Blue Ridge, Ga. – Demonstrations are continuing to be held across the nation, by people wanting their voices to be heard on issues of equality. Organizers in Blue Ridge took a different approach as they hoped to be heard through the silence of art.
A fence was set up in the Blue Ridge City Park and adorned with original art pieces expressing discouragement about unequal treatment of individuals in our society and hope for unity to prevail. The Silent Rally for Respect, Peace, and an Equitable Future for All was the brainchild of Fannin County native Jessica Abernathy.
Abernathy had recently attended the rally that took place in Ellijay, Ga. and got inspiration for Blue Ridge’s event when she realized, “I wasn’t alone”.
Having friends in a variety of communities, Abernathy was compelled to bring her message and the message of many others to Blue Ridge.
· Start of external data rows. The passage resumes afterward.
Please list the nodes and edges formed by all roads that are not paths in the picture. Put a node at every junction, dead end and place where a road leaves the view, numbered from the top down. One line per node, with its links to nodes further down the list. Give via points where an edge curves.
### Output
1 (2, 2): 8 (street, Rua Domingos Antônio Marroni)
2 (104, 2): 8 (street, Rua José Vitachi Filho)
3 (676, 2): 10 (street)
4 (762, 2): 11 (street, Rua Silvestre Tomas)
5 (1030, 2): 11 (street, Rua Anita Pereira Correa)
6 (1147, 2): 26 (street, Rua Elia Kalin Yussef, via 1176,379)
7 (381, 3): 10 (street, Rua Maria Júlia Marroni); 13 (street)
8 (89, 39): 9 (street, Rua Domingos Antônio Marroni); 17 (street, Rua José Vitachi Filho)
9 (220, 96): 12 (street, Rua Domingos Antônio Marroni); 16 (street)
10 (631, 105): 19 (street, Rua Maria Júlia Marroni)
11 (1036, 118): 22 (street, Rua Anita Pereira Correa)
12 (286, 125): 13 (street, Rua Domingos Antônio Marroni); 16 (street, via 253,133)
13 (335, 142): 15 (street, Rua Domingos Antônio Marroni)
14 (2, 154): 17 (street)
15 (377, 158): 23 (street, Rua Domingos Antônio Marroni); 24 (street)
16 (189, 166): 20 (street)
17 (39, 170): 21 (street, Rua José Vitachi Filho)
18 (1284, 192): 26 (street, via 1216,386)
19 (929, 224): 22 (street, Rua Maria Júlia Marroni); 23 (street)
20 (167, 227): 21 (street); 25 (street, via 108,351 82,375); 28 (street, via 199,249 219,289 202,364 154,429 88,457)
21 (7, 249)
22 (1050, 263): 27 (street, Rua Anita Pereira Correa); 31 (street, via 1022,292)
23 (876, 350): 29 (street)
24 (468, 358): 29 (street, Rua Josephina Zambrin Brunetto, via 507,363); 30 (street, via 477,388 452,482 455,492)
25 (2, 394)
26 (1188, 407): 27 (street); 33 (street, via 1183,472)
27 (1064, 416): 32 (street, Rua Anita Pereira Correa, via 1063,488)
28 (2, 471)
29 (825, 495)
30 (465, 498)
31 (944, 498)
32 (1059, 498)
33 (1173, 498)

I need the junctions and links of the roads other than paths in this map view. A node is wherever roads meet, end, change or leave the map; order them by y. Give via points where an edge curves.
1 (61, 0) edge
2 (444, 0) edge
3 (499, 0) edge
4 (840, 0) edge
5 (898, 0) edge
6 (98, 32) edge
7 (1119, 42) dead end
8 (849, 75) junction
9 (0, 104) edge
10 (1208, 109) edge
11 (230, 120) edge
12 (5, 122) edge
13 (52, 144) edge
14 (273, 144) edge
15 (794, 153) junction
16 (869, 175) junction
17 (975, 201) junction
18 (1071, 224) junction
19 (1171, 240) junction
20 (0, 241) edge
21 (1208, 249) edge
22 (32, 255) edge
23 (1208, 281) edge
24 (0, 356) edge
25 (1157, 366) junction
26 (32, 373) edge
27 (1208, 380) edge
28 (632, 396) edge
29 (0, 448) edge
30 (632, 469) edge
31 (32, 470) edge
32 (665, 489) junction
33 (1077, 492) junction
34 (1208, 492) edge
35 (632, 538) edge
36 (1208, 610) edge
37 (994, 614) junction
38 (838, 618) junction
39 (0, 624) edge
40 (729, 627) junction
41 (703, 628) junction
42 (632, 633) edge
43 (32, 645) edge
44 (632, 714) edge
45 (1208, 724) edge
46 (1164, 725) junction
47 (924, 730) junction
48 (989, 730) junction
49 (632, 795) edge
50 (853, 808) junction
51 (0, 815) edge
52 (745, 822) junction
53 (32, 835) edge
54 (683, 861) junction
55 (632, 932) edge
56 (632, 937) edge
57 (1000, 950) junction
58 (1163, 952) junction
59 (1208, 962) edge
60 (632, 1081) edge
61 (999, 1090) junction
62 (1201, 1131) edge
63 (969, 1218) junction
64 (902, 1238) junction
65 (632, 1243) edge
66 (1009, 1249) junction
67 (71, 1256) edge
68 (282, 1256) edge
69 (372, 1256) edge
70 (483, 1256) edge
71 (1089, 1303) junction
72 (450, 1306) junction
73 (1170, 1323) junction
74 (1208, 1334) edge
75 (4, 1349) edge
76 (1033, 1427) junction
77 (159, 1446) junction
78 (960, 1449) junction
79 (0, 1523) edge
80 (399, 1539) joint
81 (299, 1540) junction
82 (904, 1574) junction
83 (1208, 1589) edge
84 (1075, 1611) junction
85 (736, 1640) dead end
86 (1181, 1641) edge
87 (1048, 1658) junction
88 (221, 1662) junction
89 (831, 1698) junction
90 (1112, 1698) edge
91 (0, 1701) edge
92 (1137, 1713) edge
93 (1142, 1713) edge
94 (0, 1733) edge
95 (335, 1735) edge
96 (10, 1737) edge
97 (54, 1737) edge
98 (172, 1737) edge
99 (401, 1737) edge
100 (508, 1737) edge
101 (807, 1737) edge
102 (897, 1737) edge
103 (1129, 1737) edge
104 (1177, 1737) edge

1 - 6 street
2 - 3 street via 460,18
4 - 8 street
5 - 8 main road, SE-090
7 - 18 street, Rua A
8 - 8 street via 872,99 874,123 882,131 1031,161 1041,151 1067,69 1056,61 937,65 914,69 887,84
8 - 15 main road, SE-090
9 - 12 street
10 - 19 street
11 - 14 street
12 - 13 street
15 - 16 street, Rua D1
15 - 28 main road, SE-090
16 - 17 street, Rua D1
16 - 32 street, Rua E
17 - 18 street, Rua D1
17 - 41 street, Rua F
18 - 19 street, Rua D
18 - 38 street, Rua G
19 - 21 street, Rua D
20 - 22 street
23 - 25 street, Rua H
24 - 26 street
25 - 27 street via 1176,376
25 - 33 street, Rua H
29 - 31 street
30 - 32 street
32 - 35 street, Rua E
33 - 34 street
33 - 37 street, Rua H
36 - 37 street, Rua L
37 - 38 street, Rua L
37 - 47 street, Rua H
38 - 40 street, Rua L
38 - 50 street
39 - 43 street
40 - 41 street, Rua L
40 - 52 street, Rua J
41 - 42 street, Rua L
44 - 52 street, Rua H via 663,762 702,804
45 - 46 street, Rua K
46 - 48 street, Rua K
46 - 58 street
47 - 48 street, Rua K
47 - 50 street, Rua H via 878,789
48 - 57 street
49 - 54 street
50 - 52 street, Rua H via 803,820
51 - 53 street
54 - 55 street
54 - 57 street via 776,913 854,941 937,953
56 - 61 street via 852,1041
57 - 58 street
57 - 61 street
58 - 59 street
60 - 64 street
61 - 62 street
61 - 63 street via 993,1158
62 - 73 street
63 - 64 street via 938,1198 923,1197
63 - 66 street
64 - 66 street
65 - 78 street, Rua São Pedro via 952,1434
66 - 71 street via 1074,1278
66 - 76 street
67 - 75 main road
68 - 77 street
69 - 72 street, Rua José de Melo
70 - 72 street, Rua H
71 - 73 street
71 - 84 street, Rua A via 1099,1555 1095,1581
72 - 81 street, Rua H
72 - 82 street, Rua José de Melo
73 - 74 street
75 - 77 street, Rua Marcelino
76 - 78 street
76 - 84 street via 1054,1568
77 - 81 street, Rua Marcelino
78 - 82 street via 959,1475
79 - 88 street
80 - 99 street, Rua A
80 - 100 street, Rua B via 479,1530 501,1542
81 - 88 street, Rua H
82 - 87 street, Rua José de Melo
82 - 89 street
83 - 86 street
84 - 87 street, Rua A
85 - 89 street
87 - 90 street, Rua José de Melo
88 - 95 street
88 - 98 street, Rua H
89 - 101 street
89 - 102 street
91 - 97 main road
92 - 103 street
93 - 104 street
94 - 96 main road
“Being that we have a big art community here, this seemed like the best way to do it,” Abernathy spoke of the unique approach to the Blue Ridge rally and pointed out that this form of expression alleviates the concerns surrounding the ongoing Covid-19 pandemic allowing people to social distance.
Also in place, was an area for visitors to write their thoughts on the current events that are taking place in our nation and around the world. Everyone was invited to share their opinions via pen and paper. These messages will be sealed in a time capsule until 2030.
According to Abernathy, local historian Kathy Thompson came up with the idea for the time capsule and will be overseeing its placement, to be determined, until 2030: “It’s to seal this moment in time. It seems like a very impactful moment.”
Some showed up to support differing views than those portrayed on the rally’s art wall.
Citizen, Larry Henderson, sat nearby with signs of his own wanting to show his support for two groups, one that he feels is being unjustly criticized, the other he feels is being overlooked all together.
“I try to show my support every day. I’m a retired police officer and the police departments are getting a really bad wrap right now,” Henderson said while sitting by his Back the Blue sign, “I agree there are some bad police officers, but there’s a whole lot of good ones. We shouldn’t condemn an entire profession based on a couple of bad people.”
Henderson also displayed a sign reading “Unborn Lives Matter” and this is a belief that he holds very dear.
“Everybody’s been talking about Black Lives Matter. Yes they do. They certainly do. Brown lives matter, White lives matter, Asian lives matter, all lives matter,” Henderson spoke on the issue that he says he prays about a lot, “But what’s more important to me, and there’s not much I can do but be vocal about it, is that unborn lives matter.”
Henderson says that he wasn’t present to counter protest but rather to show support of issues meaningful to him: “I am here as a citizen enjoying a day in the park, drinking my water and I’ve got a couple of signs saying how I feel.”
Abernathy, the event’s organizer said that Henderson and others “not necessarily sharing her views” had been respectful of her demonstration and that she had met no real opposition from the community while organizing and holding the event.
“Love your neighbor,” Abernathy shared the message that she hopes the event will bring awareness to, “Be empathetic to the situation at hand. We just want peace for everybody. We don’t want anyone to have to be afraid.”